The recovery in India’s rural economy is likely boost profit at companies that specialize in credit to villages.

Signs of Revival Turn Lender Bullish on India's Villages
A farmer walks through an areca nut farm in the village of Kuragunda in Karnataka. (Photographer: Prashanth Vishwanathan/Bloomberg)

(Bloomberg) -- The recovery in India’s rural economy is likely to curb bad loans and boost profit at financial companies that specialize in credit to the country’s villages, according to one of the biggest such lenders.
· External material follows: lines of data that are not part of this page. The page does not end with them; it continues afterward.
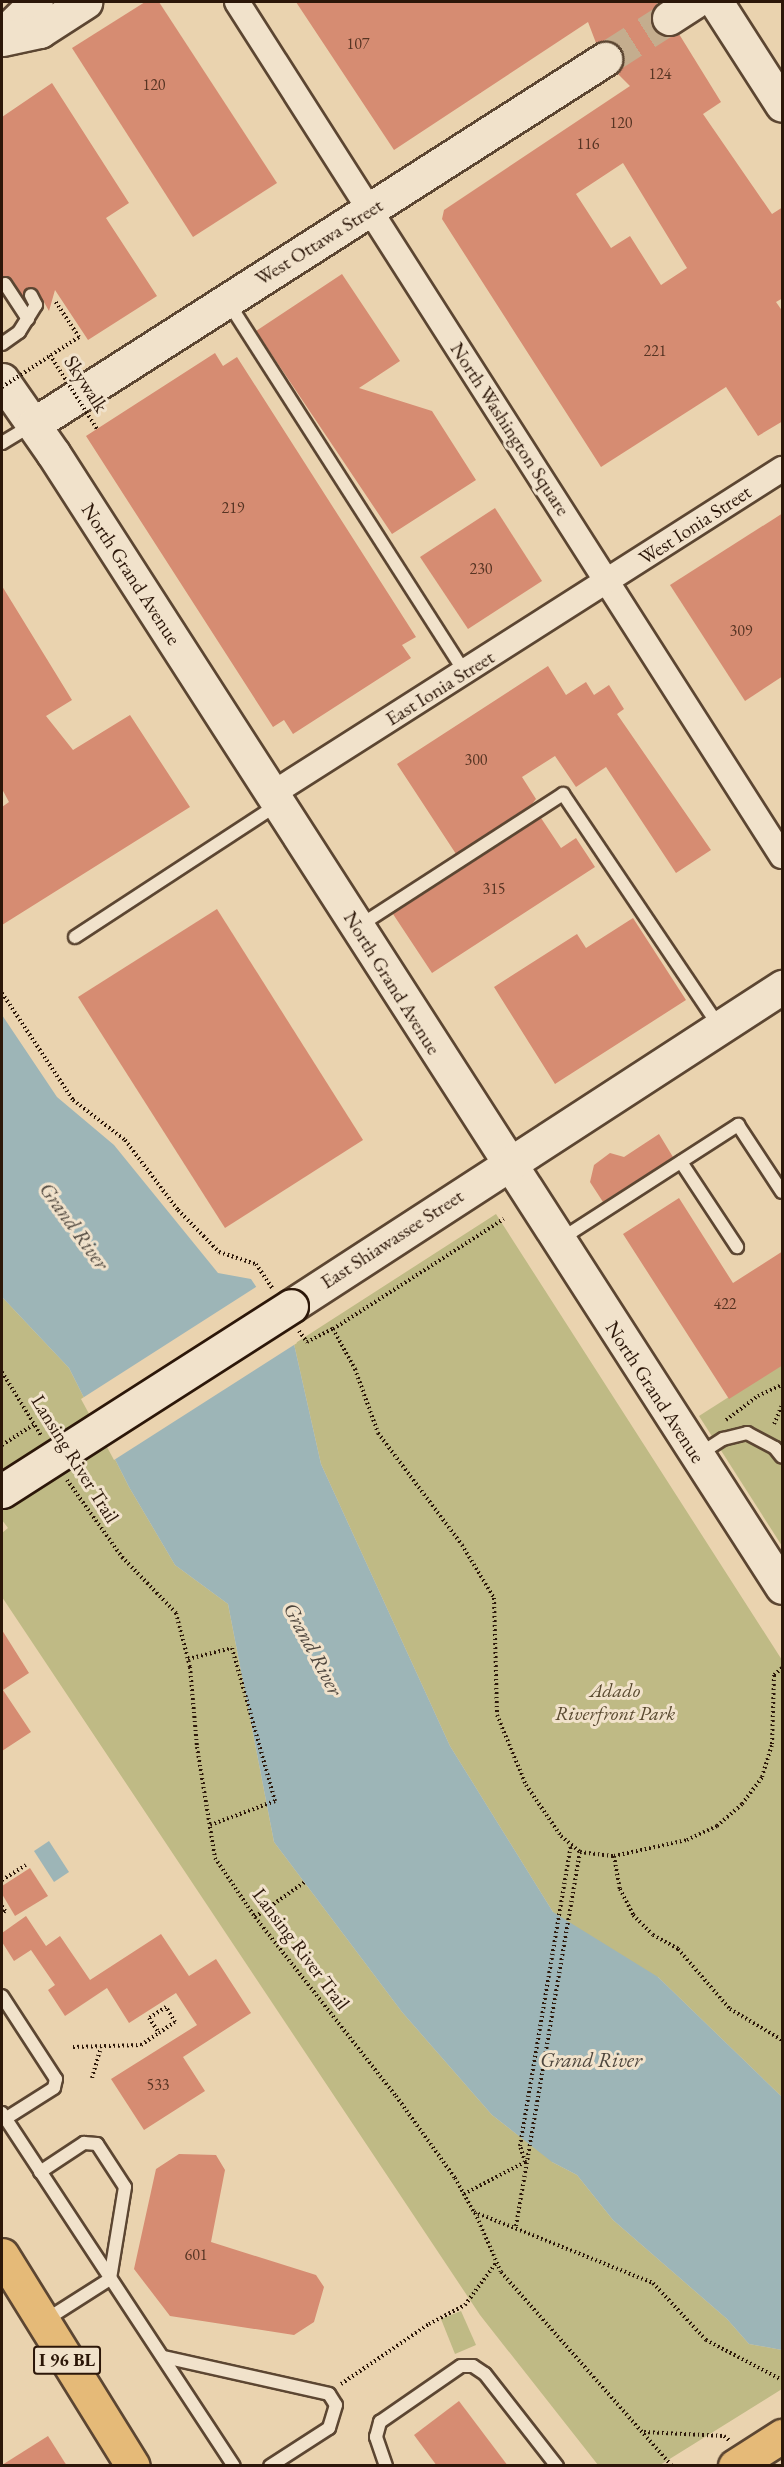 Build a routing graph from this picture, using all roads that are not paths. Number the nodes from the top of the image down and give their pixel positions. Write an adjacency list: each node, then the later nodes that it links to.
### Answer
1 (36, 2): 5 (street)
2 (85, 2): 5 (street)
3 (237, 2): 8 (street, North Washington Square)
4 (716, 2): 7 (street)
5 (2, 37)
6 (604, 59): 8 (street, West Ottawa Street)
7 (783, 105)
8 (369, 210): 11 (street, West Ottawa Street); 18 (street, North Washington Square)
9 (5, 284): 12 (lane)
10 (31, 295): 12 (lane)
11 (227, 300): 15 (street, West Ottawa Street); 19 (lane)
12 (28, 319): 13 (lane)
13 (2, 344)
14 (2, 380): 15 (street, North Grand Avenue)
15 (34, 424): 16 (lane); 20 (street, North Grand Avenue)
16 (2, 443)
17 (783, 469): 18 (street, West Ionia Street)
18 (608, 581): 19 (street, East Ionia Street); 21 (street, North Washington Square)
19 (465, 672): 20 (street, East Ionia Street)
20 (275, 799): 22 (street, North Grand Avenue); 23 (lane)
21 (783, 856)
22 (357, 927): 25 (lane); 27 (street, North Grand Avenue)
23 (75, 937)
24 (783, 987): 25 (street, East Shiawassee Street)
25 (720, 1027): 27 (street, East Shiawassee Street)
26 (681, 1162): 28 (lane); 29 (lane); 30 (lane)
27 (507, 1164): 29 (street, North Grand Avenue); 33 (street, East Shiawassee Street, bridge)
28 (783, 1192)
29 (557, 1241): 31 (street, North Grand Avenue)
30 (737, 1247)
31 (697, 1456): 32 (lane); 34 (street, North Grand Avenue)
32 (783, 1457)
33 (2, 1491)
34 (778, 1569)
35 (2, 1996): 36 (lane)
36 (3, 2116): 37 (lane)
37 (40, 2172): 39 (lane); 39 (lane)
38 (2, 2255): 40 (main road, I 96 BL)
39 (110, 2279): 40 (lane); 41 (lane)
40 (43, 2322): 44 (main road, I 96 BL)
41 (164, 2357): 45 (lane); 46 (lane)
42 (783, 2436): 43 (main road)
43 (742, 2461)
44 (125, 2463)
45 (234, 2466)
46 (270, 2466)
47 (387, 2466): 48 (lane)
48 (557, 2466) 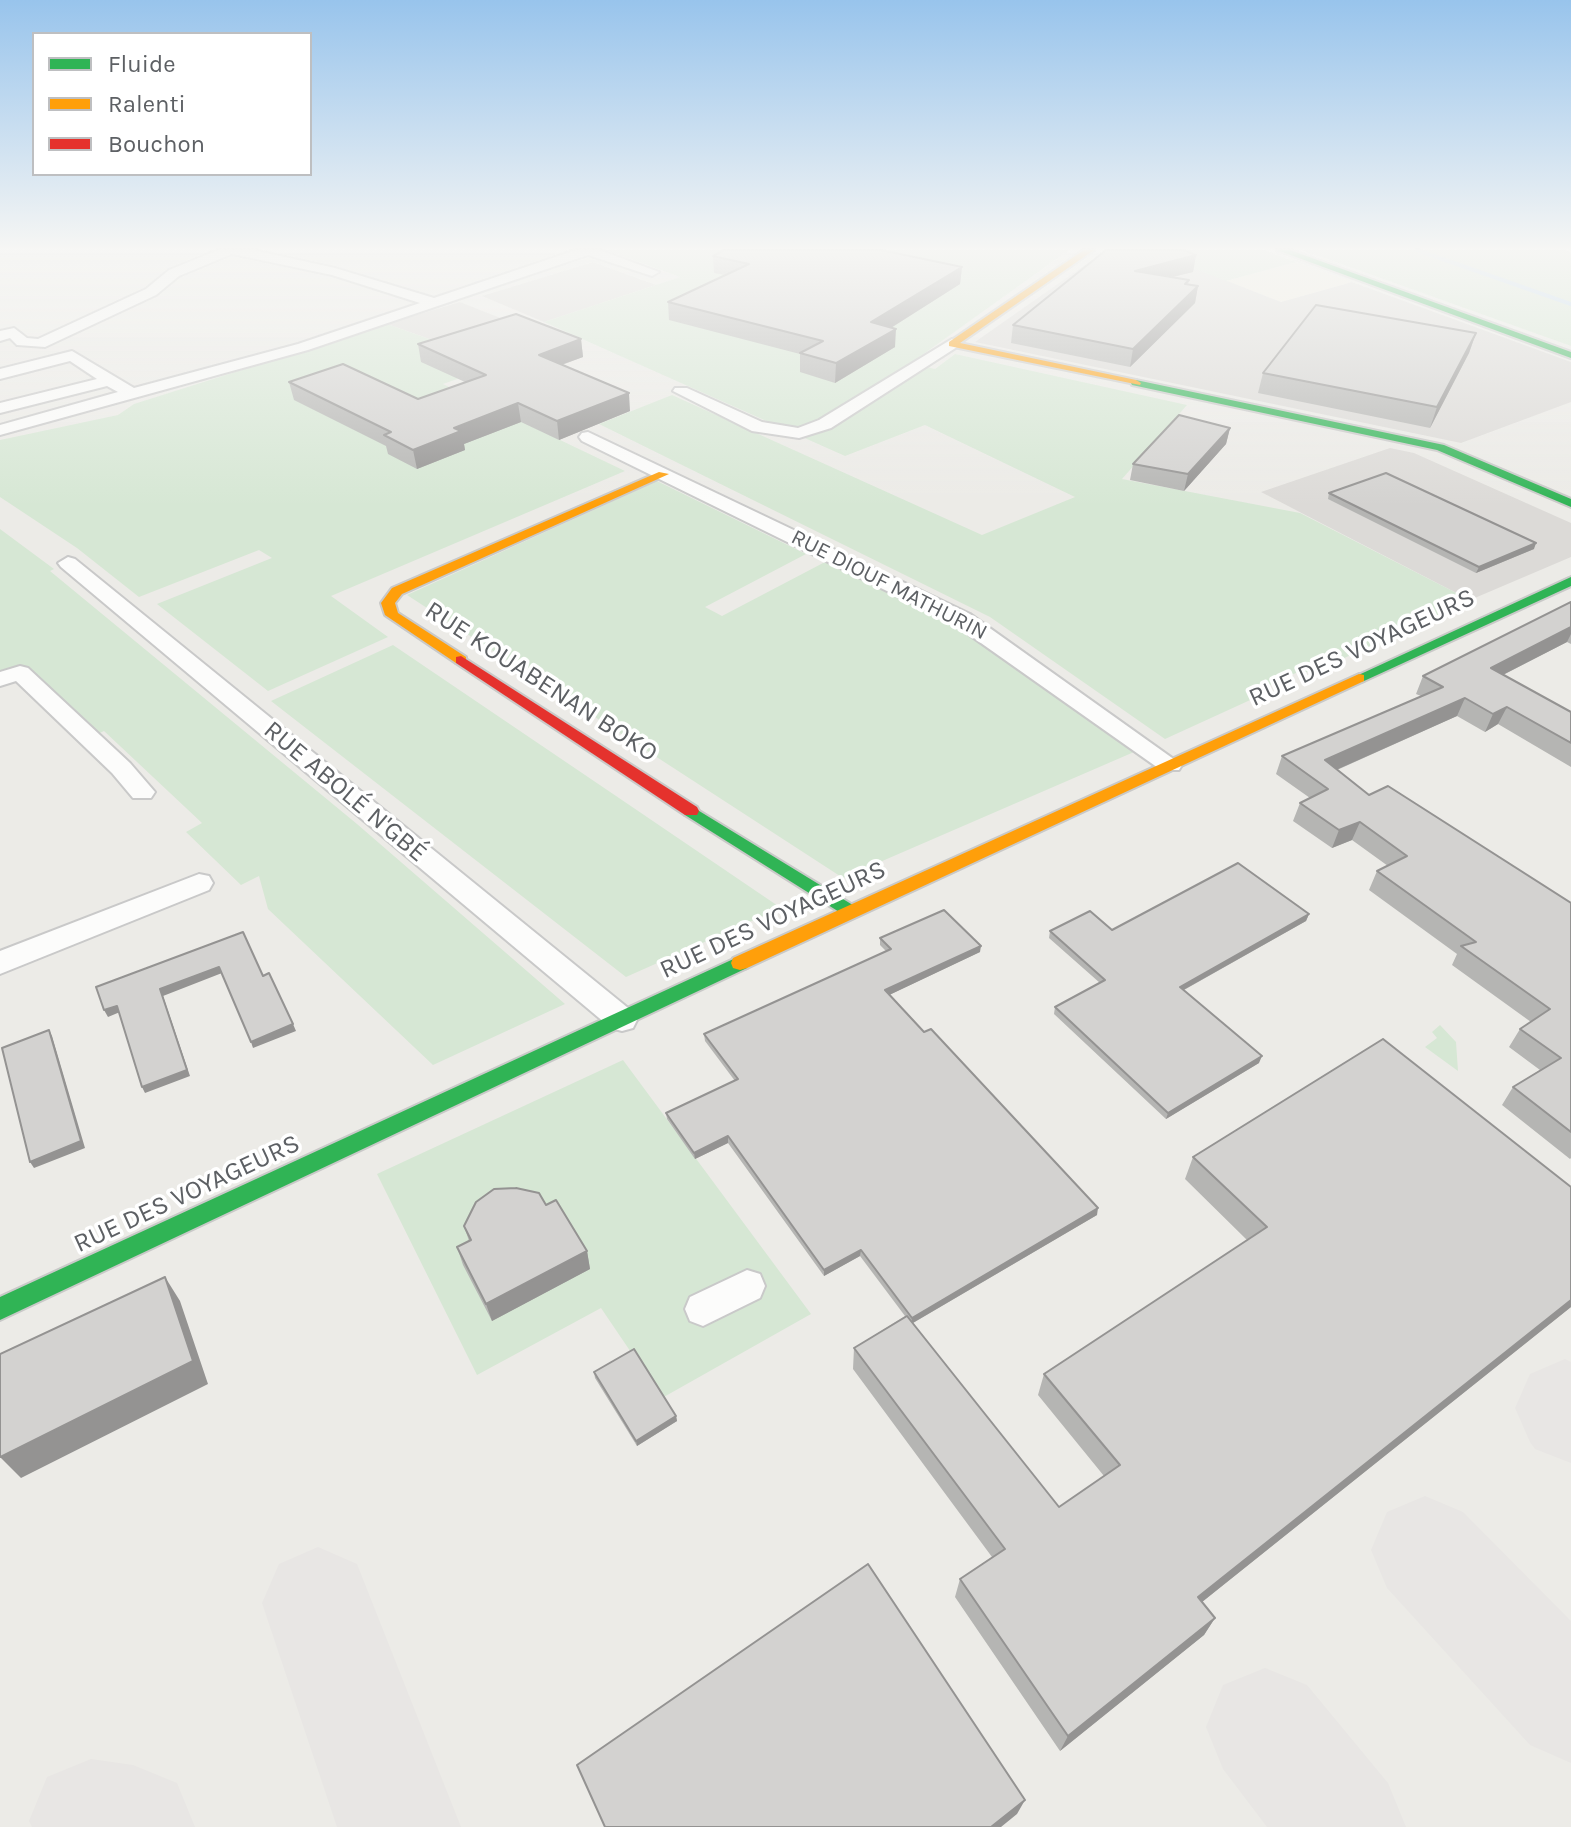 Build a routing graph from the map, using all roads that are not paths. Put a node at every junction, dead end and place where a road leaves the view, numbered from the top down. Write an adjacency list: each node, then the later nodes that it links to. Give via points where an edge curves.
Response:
1 (7, 335): 2 (street, via 40,344)
2 (59, 335)
3 (338, 335): 11 (street)
4 (965, 335): 6 (street)
5 (1516, 335): 7 (street)
6 (952, 344): 10 (street, via 825,424 799,433 758,427); 16 (street, via 1440,447)
7 (1571, 355)
8 (0, 374): 9 (street, via 72,356)
9 (106, 381): 11 (street); 12 (street)
10 (681, 391)
11 (132, 394): 13 (street)
12 (0, 408)
13 (0, 430)
14 (588, 437): 15 (street, RUE DIOUF MATHURIN)
15 (663, 474): 20 (street, RUE DIOUF MATHURIN, via 962,619); 23 (street, RUE KOUABENAN BOKO, via 397,591 388,603 392,615)
16 (1571, 503)
17 (68, 563): 25 (street, RUE ABOLÉ N'GBÉ)
18 (1571, 581): 20 (street, RUE DES VOYAGEURS)
19 (0, 679): 21 (street, via 20,673)
20 (1170, 765): 23 (street, RUE DES VOYAGEURS)
21 (142, 792)
22 (199, 883): 24 (street)
23 (850, 911): 25 (street, RUE DES VOYAGEURS)
24 (0, 963)
25 (622, 1020): 27 (street, RUE DES VOYAGEURS)
26 (747, 1286): 28 (street)
27 (0, 1309)
28 (703, 1309) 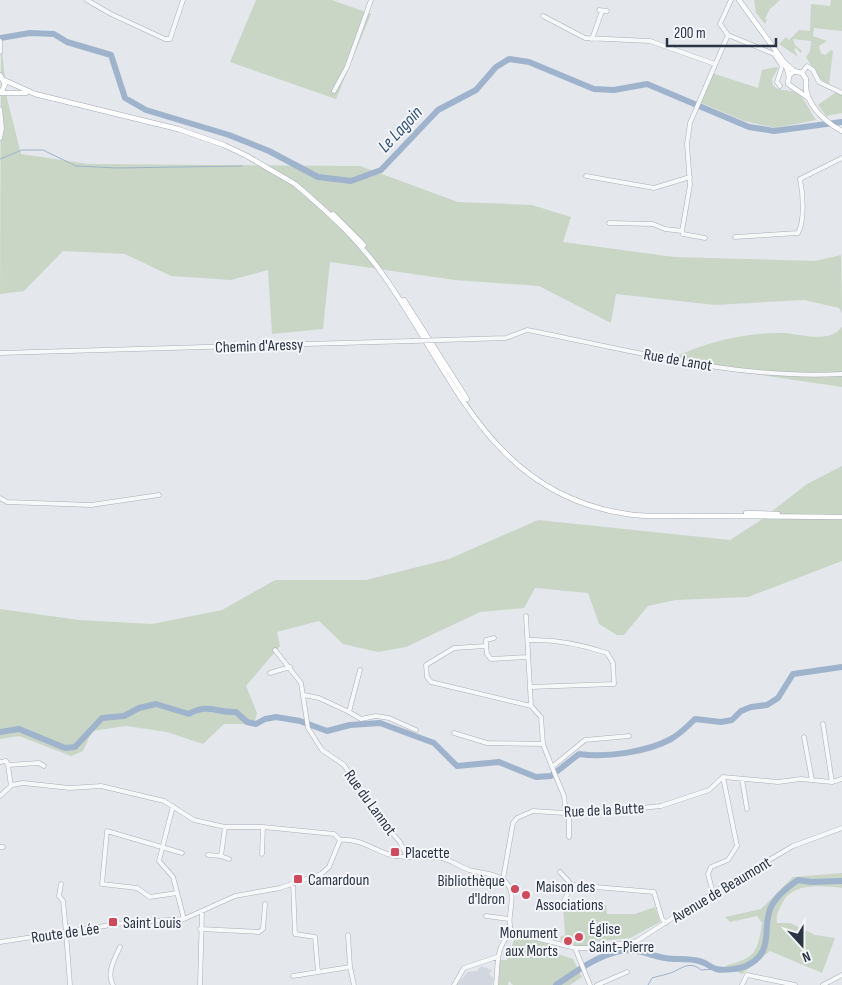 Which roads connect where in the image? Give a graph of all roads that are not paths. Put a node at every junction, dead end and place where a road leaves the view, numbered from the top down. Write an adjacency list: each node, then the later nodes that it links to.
1 (87, 0): 2 (street)
2 (183, 0)
3 (371, 0): 25 (street)
4 (731, 0): 8 (street)
5 (739, 0): 12 (main road)
6 (602, 11): 9 (street)
7 (543, 16): 9 (street)
8 (728, 36): 13 (street); 22 (street)
9 (592, 39): 13 (street)
10 (0, 41): 11 (street)
11 (0, 52)
12 (784, 62): 14 (main road); 18 (main road)
13 (716, 64): 35 (street)
14 (794, 71): 15 (main road); 18 (main road)
15 (802, 73): 16 (street); 21 (main road)
16 (814, 73): 21 (street); 27 (street)
17 (0, 74): 19 (main road)
18 (789, 76): 20 (main road)
19 (4, 80): 26 (main road); 28 (main road)
20 (788, 82): 22 (street); 23 (main road)
21 (805, 82): 24 (main road); 29 (main road)
22 (780, 86): 23 (street)
23 (790, 87): 24 (main road)
24 (797, 90): 29 (main road)
25 (334, 91)
26 (0, 93): 28 (main road)
27 (842, 93)
28 (35, 94): 45 (main road)
29 (808, 98): 31 (main road)
30 (0, 109): 32 (street)
31 (842, 131)
32 (0, 138)
33 (842, 158): 38 (street)
34 (586, 176): 35 (street)
35 (690, 177): 37 (street)
36 (609, 223): 37 (street)
37 (682, 231): 39 (street)
38 (735, 237)
39 (705, 238)
40 (516, 333): 41 (street, Chemin d'Aressy, bridge); 42 (street, Rue de Lanot)
41 (0, 353)
42 (842, 374)
43 (159, 495): 44 (street)
44 (0, 498)
45 (842, 515)
46 (526, 616): 48 (street)
47 (494, 638): 49 (street)
48 (527, 640): 51 (street); 55 (street)
49 (486, 646): 51 (street); 57 (street)
50 (275, 650): 52 (street, Rue du Lannot)
51 (528, 658): 55 (street)
52 (290, 667): 54 (street); 56 (street, Rue du Lannot)
53 (360, 670): 58 (street)
54 (270, 673)
55 (530, 687): 57 (street)
56 (304, 694): 58 (street); 89 (street, Rue du Lannot)
57 (531, 706): 64 (street)
58 (349, 712): 60 (street)
59 (822, 724): 73 (street)
60 (416, 730)
61 (454, 733): 64 (street)
62 (629, 736): 68 (street)
63 (804, 737): 72 (street)
64 (544, 744): 68 (street)
65 (0, 762): 66 (street)
66 (8, 765): 67 (street); 74 (street)
67 (44, 766)
68 (552, 768): 78 (street)
69 (722, 778): 70 (street); 78 (street, Rue de la Butte); 97 (street)
70 (742, 779): 72 (street); 77 (street)
71 (842, 779): 73 (street)
72 (812, 780): 73 (street)
73 (832, 782)
74 (11, 786): 75 (street); 76 (street)
75 (0, 796)
76 (173, 806): 80 (street); 84 (street)
77 (747, 809)
78 (568, 813): 82 (street); 92 (street, Rue de la Butte)
79 (263, 826): 80 (street); 83 (street); 86 (street)
80 (225, 827): 88 (street)
81 (842, 828): 97 (street, Avenue de Beaumont)
82 (569, 837)
83 (340, 840): 89 (street); 94 (street, Route de Lée)
84 (162, 846): 85 (street); 96 (street); 96 (street)
85 (182, 853)
86 (262, 854)
87 (208, 855): 88 (street)
88 (221, 856): 90 (street)
89 (407, 857): 92 (street)
90 (229, 859)
91 (560, 872): 95 (street)
92 (502, 879): 104 (street)
93 (61, 884): 108 (street)
94 (293, 884): 100 (street, Route de Lée); 116 (street)
95 (572, 885): 98 (street); 106 (street)
96 (177, 893): 103 (street)
97 (713, 893): 106 (street, Avenue de Beaumont)
98 (564, 901)
99 (265, 904): 107 (street)
100 (202, 911): 102 (street, Route de Lée); 105 (street)
101 (486, 916): 104 (street)
102 (189, 917): 103 (street, Route de Lée); 105 (street)
103 (184, 919): 108 (street, Route de Lée)
104 (509, 920): 109 (street)
105 (200, 922): 107 (street)
106 (666, 923): 113 (street, Avenue de Beaumont)
107 (200, 929): 122 (street)
108 (66, 932): 111 (street, Route de Lée); 120 (street)
109 (512, 932): 113 (street, Avenue de Beaumont); 114 (street)
110 (348, 935): 115 (street)
111 (0, 942)
112 (120, 947): 121 (street)
113 (575, 948): 126 (street)
114 (497, 957): 124 (street); 125 (street)
115 (350, 967): 116 (street); 123 (street)
116 (318, 972): 118 (street)
117 (627, 972): 127 (street)
118 (293, 976)
119 (842, 976): 130 (street)
120 (70, 985)
121 (113, 985)
122 (200, 985)
123 (354, 985)
124 (454, 985)
125 (496, 985)
126 (590, 985)
127 (597, 985)
128 (742, 985): 129 (street)
129 (795, 985)
130 (824, 985)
Mahindra & Mahindra Financial Services Ltd., which offers loans for equipment and vehicles in 330,000 of India’s roughly 600,000 villages, is seeing business growing and bad loans dropping since the middle of 2017. That’s because the crucial monsoon rainfall was normal last year and the negative effects of the government’s shock decision to invalidate high-value currency notes is fading as authorities step up spending on roads and healthcare across the hinterland, said M&M Financial Managing Director Ramesh Iyer.

“We have a bullish forecast for the agrarian economy,” Iyer said in an interview at the company’s headquarters in Mumbai, adding that delinquent customers are now resuming loan repayments. “The twin cash flow -- income from farm produce and government’s infra spend -- is leading to an improvement in rural sentiment.”

Signs of Revival Turn Lender Bullish on India's Villages

India had been ravaged by insufficient rainfall since 2015 and Prime Minister Narendra Modi’s cash ban the following year caused crop prices to crash, triggering a wave of farmer protests across India. That pushed authorities to shift policy from keeping food costs low for consumers to offering farmers higher prices for their produce, and last week the government of Maharashtra state -- epicenter of the agrarian crisis -- agreed to consider forgiving the debt of more farmers.

More money in the hands of farmers stands to boost demand for tractors and trucks, benefiting companies like M&M Financial. However, such waivers do little to improve a farmers’ creditworthiness -- which depends more on the outlook of the harvest, Iyer said.

The market for agricultural credit in India is dominated by state-run banks, which are used as policy tools given that the bulk of India’s population depends on agriculture for their livelihood. However, government-controlled lenders have been hit by the souring of the credit they extended to industrial companies, which has curbed new loans. This has allowed non-bank financial companies to grab a bigger market share, with M&M Financial and its peers accounting for about 21 percent of loans in the year to March 2017.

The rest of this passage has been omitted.